__WHAT YOU NEED TO DO__
In the copy, every record below must appear exactly as given, and no picture may appear.

(Records drawn from a dataset)
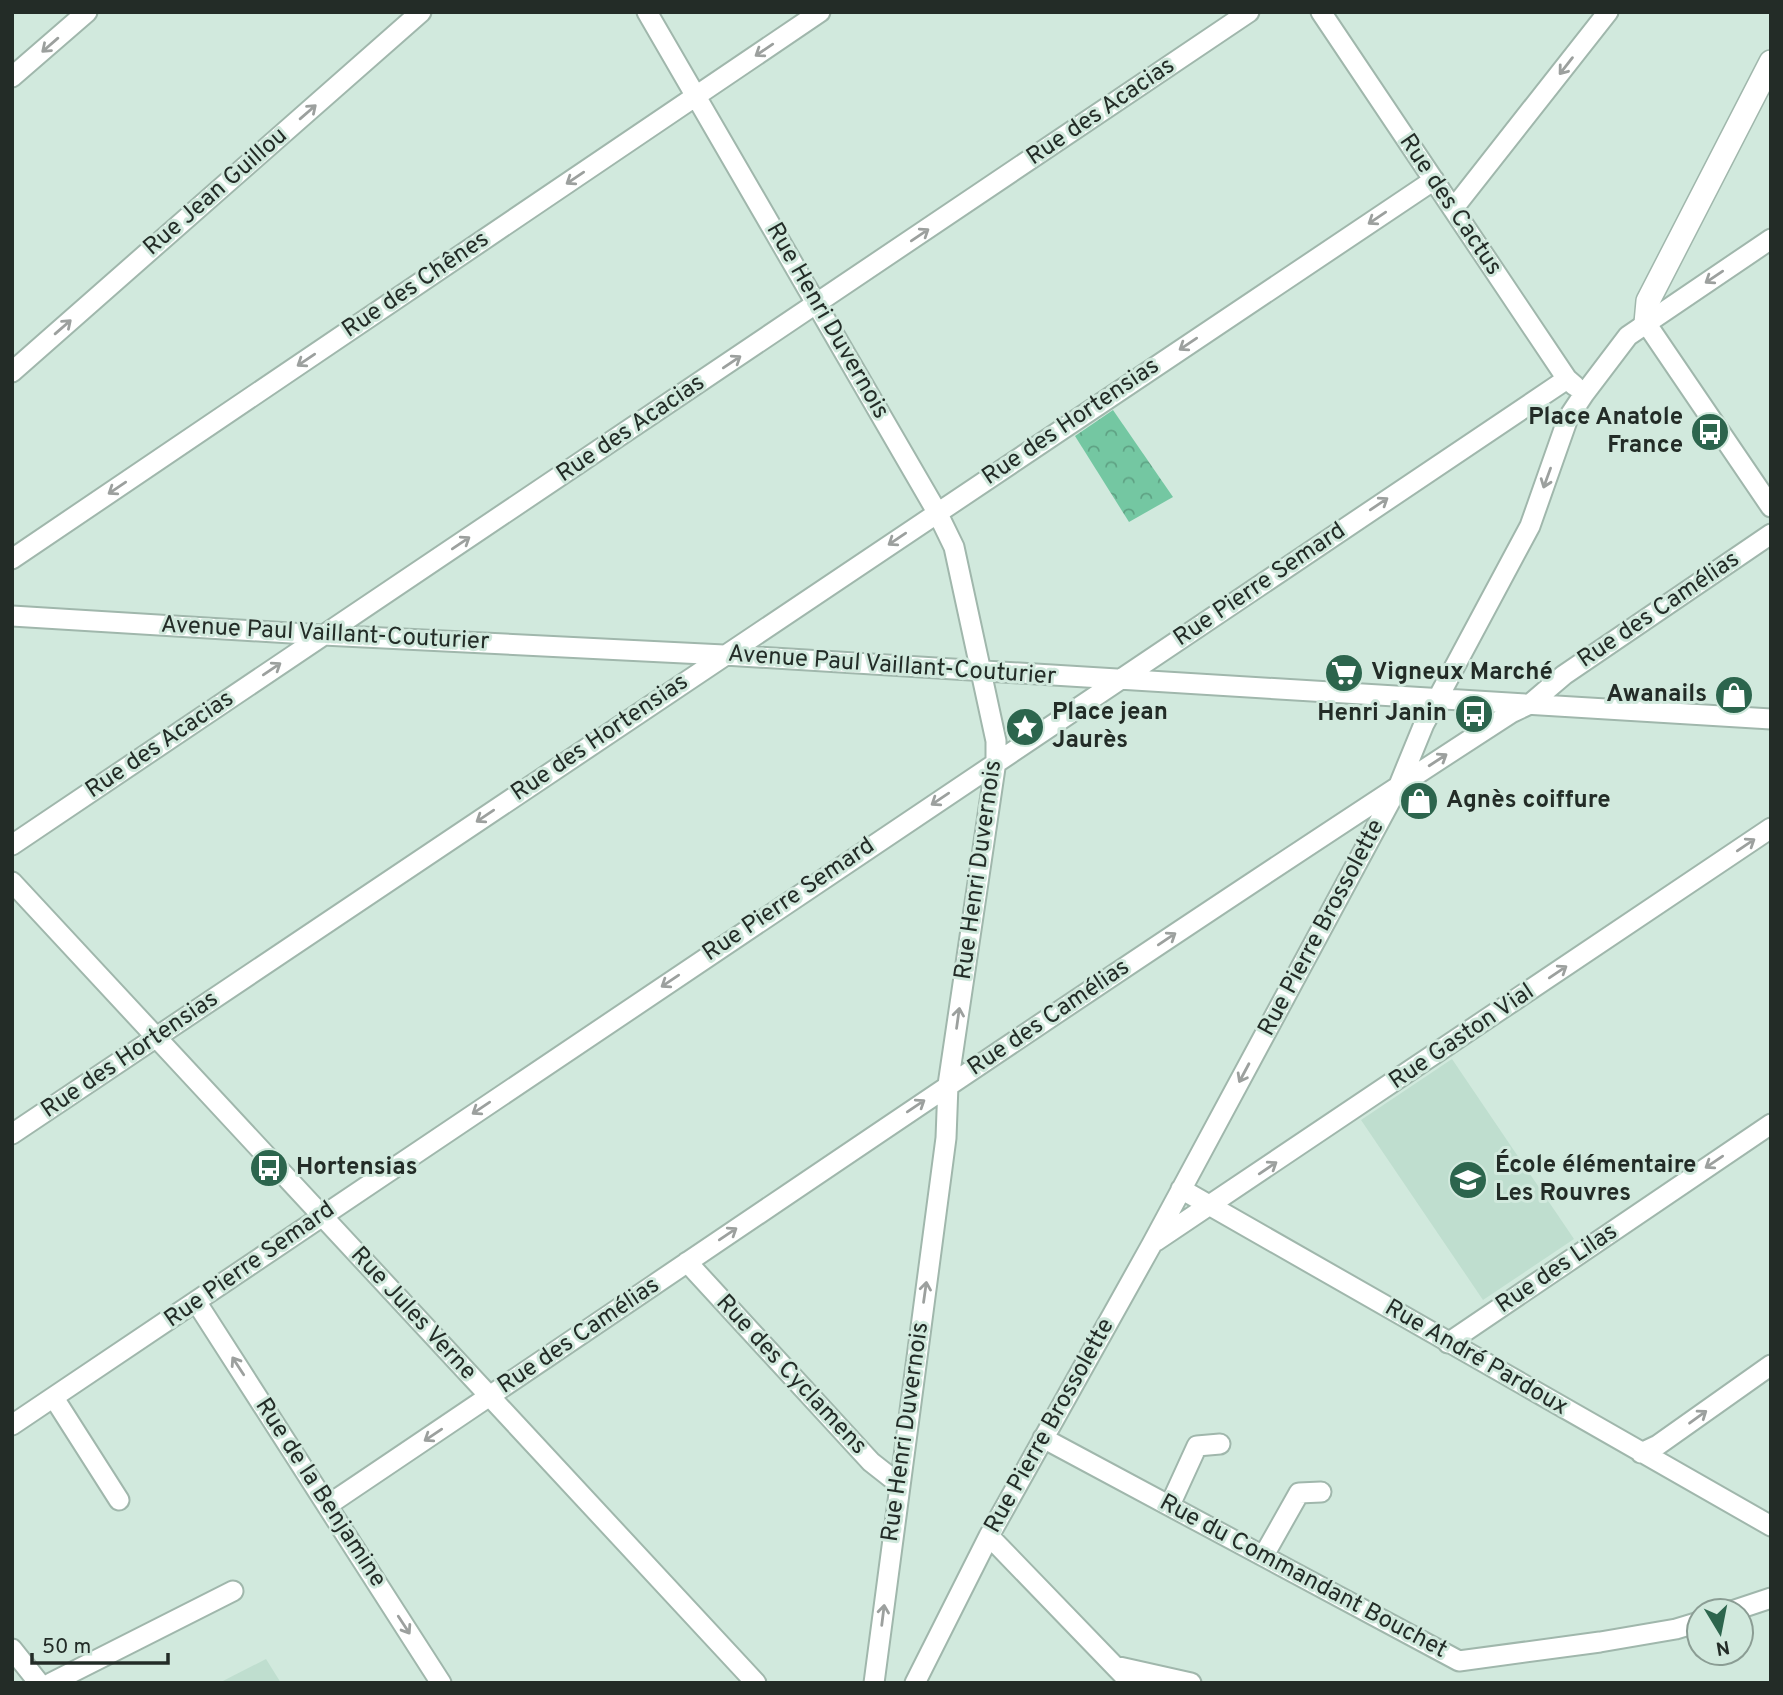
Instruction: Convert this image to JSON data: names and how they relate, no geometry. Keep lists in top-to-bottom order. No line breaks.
{"streets":{"street":["Rue des Acacias","Rue Jean Guillou","Rue des Cactus","Rue des Chênes","Rue Henri Duvernois","Rue des Hortensias","Rue Pierre Semard","Rue des Camélias","Avenue Paul Vaillant-Couturier","Rue Pierre Brossolette","Rue Gaston Vial","Rue des Lilas","Rue Jules Verne","Rue André Pardoux","Rue des Cyclamens","Rue de la Benjamine","Rue du Commandant Bouchet"]},"crossings":[["Rue des Acacias","Rue Henri Duvernois"],["Rue des Acacias","Avenue Paul Vaillant-Couturier"],["Rue des Cactus","Rue des Hortensias"],["Rue des Cactus","Rue Pierre Semard"],["Rue des Cactus","Rue Pierre Brossolette"],["Rue des Chênes","Rue Henri Duvernois"],["Rue Henri Duvernois","Rue des Hortensias"],["Rue Henri Duvernois","Rue Pierre Semard"],["Rue Henri Duvernois","Rue des Camélias"],["Rue Henri Duvernois","Avenue Paul Vaillant-Couturier"],["Rue Henri Duvernois","Rue des Cyclamens"],["Rue des Hortensias","Avenue Paul Vaillant-Couturier"],["Rue des Hortensias","Rue Jules Verne"],["Rue Pierre Semard","Avenue Paul Vaillant-Couturier"],["Rue Pierre Semard","Rue Jules Verne"],["Rue Pierre Semard","Rue de la Benjamine"],["Rue des Camélias","Avenue Paul Vaillant-Couturier"],["Rue des Camélias","Rue Pierre Brossolette"],["Rue des Camélias","Rue Jules Verne"],["Rue des Camélias","Rue des Cyclamens"],["Rue des Camélias","Rue de la Benjamine"],["Avenue Paul Vaillant-Couturier","Rue Pierre Brossolette"],["Rue Pierre Brossolette","Rue Gaston Vial"],["Rue Pierre Brossolette","Rue André Pardoux"],["Rue Pierre Brossolette","Rue du Commandant Bouchet"],["Rue Gaston Vial","Rue André Pardoux"],["Rue des Lilas","Rue André Pardoux"]],"one_way":["Rue des Acacias","Rue Jean Guillou","Rue des Chênes","Rue Henri Duvernois","Rue des Hortensias","Rue Pierre Brossolette","Rue Gaston Vial","Rue des Lilas"],"places":{"bus stop":["Place Anatole France","Henri Janin","Hortensias"],"supermarket":["Vigneux Marché"],"shop":["Awanails","Agnès coiffure"],"place":["Place jean Jaurès"],"school or university":["École élémentaire Les Rouvres"]},"scale_bar":"50 m","north":"bottom"}
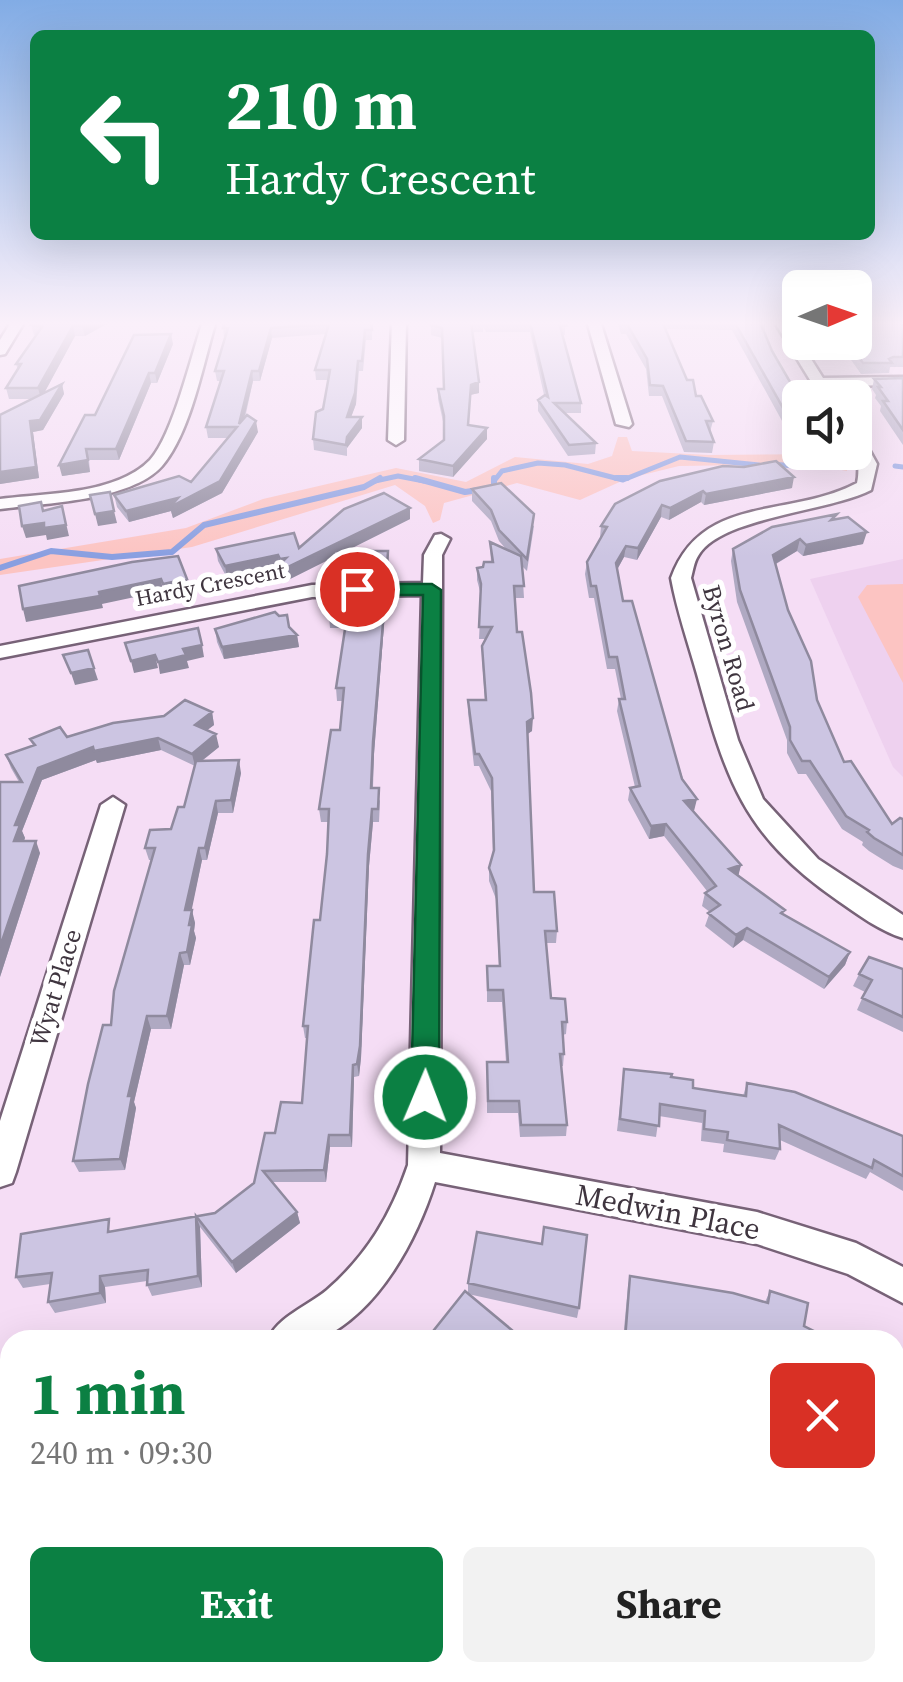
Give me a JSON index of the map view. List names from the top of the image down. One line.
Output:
{"streets":{"street":["Hardy Crescent","Byron Road","Wyat Place","Medwin Place"]},"north":"right","page":{"turn":["210 m","Hardy Crescent"],"heading":["1 min","240 m · 09:30"],"buttons":["Exit","Share"]}}
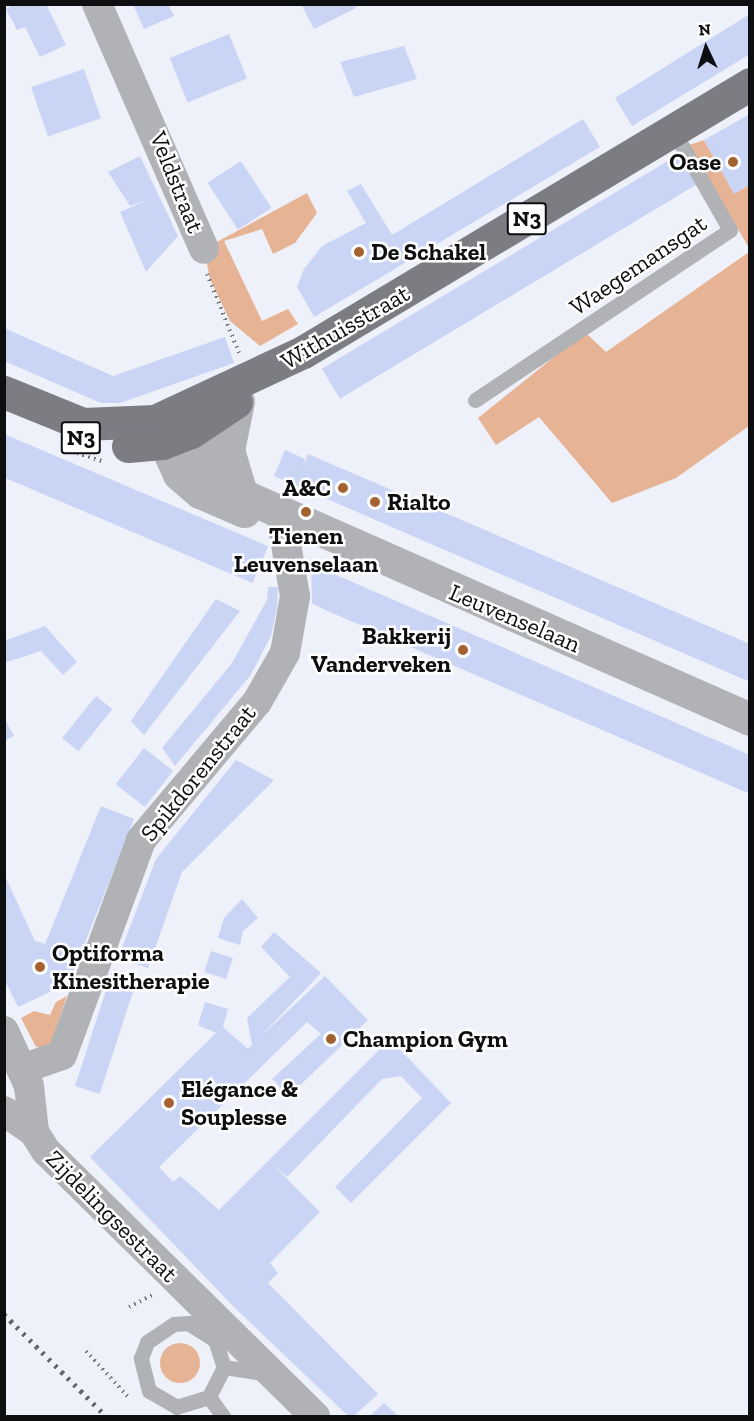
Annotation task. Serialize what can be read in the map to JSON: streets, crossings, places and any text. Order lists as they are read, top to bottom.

__REPLY TO THE TASK__
Instruction: Convert this image to JSON data: names and how they relate, no geometry. Keep lists in top-to-bottom order. No line breaks.
{"streets":{"street":["Rue des Acacias","Rue Jean Guillou","Rue des Cactus","Rue des Chênes","Rue Henri Duvernois","Rue des Hortensias","Rue Pierre Semard","Rue des Camélias","Avenue Paul Vaillant-Couturier","Rue Pierre Brossolette","Rue Gaston Vial","Rue des Lilas","Rue Jules Verne","Rue André Pardoux","Rue des Cyclamens","Rue de la Benjamine","Rue du Commandant Bouchet"]},"crossings":[["Rue des Acacias","Rue Henri Duvernois"],["Rue des Acacias","Avenue Paul Vaillant-Couturier"],["Rue des Cactus","Rue des Hortensias"],["Rue des Cactus","Rue Pierre Semard"],["Rue des Cactus","Rue Pierre Brossolette"],["Rue des Chênes","Rue Henri Duvernois"],["Rue Henri Duvernois","Rue des Hortensias"],["Rue Henri Duvernois","Rue Pierre Semard"],["Rue Henri Duvernois","Rue des Camélias"],["Rue Henri Duvernois","Avenue Paul Vaillant-Couturier"],["Rue Henri Duvernois","Rue des Cyclamens"],["Rue des Hortensias","Avenue Paul Vaillant-Couturier"],["Rue des Hortensias","Rue Jules Verne"],["Rue Pierre Semard","Avenue Paul Vaillant-Couturier"],["Rue Pierre Semard","Rue Jules Verne"],["Rue Pierre Semard","Rue de la Benjamine"],["Rue des Camélias","Avenue Paul Vaillant-Couturier"],["Rue des Camélias","Rue Pierre Brossolette"],["Rue des Camélias","Rue Jules Verne"],["Rue des Camélias","Rue des Cyclamens"],["Rue des Camélias","Rue de la Benjamine"],["Avenue Paul Vaillant-Couturier","Rue Pierre Brossolette"],["Rue Pierre Brossolette","Rue Gaston Vial"],["Rue Pierre Brossolette","Rue André Pardoux"],["Rue Pierre Brossolette","Rue du Commandant Bouchet"],["Rue Gaston Vial","Rue André Pardoux"],["Rue des Lilas","Rue André Pardoux"]],"one_way":["Rue des Acacias","Rue Jean Guillou","Rue des Chênes","Rue Henri Duvernois","Rue des Hortensias","Rue Pierre Brossolette","Rue Gaston Vial","Rue des Lilas"],"places":{"bus stop":["Place Anatole France","Henri Janin","Hortensias"],"supermarket":["Vigneux Marché"],"shop":["Awanails","Agnès coiffure"],"place":["Place jean Jaurès"],"school or university":["École élémentaire Les Rouvres"]},"scale_bar":"50 m","north":"bottom"}
Give me a JSON index of the map view. List names from the top of the image down. One line.
Output:
{"streets":{"street":["Hardy Crescent","Byron Road","Wyat Place","Medwin Place"]},"north":"right","page":{"turn":["210 m","Hardy Crescent"],"heading":["1 min","240 m · 09:30"],"buttons":["Exit","Share"]}}
Annotation task. Serialize what can be read in the map to JSON: streets, crossings, places and any text. Order lists as they are read, top to bottom.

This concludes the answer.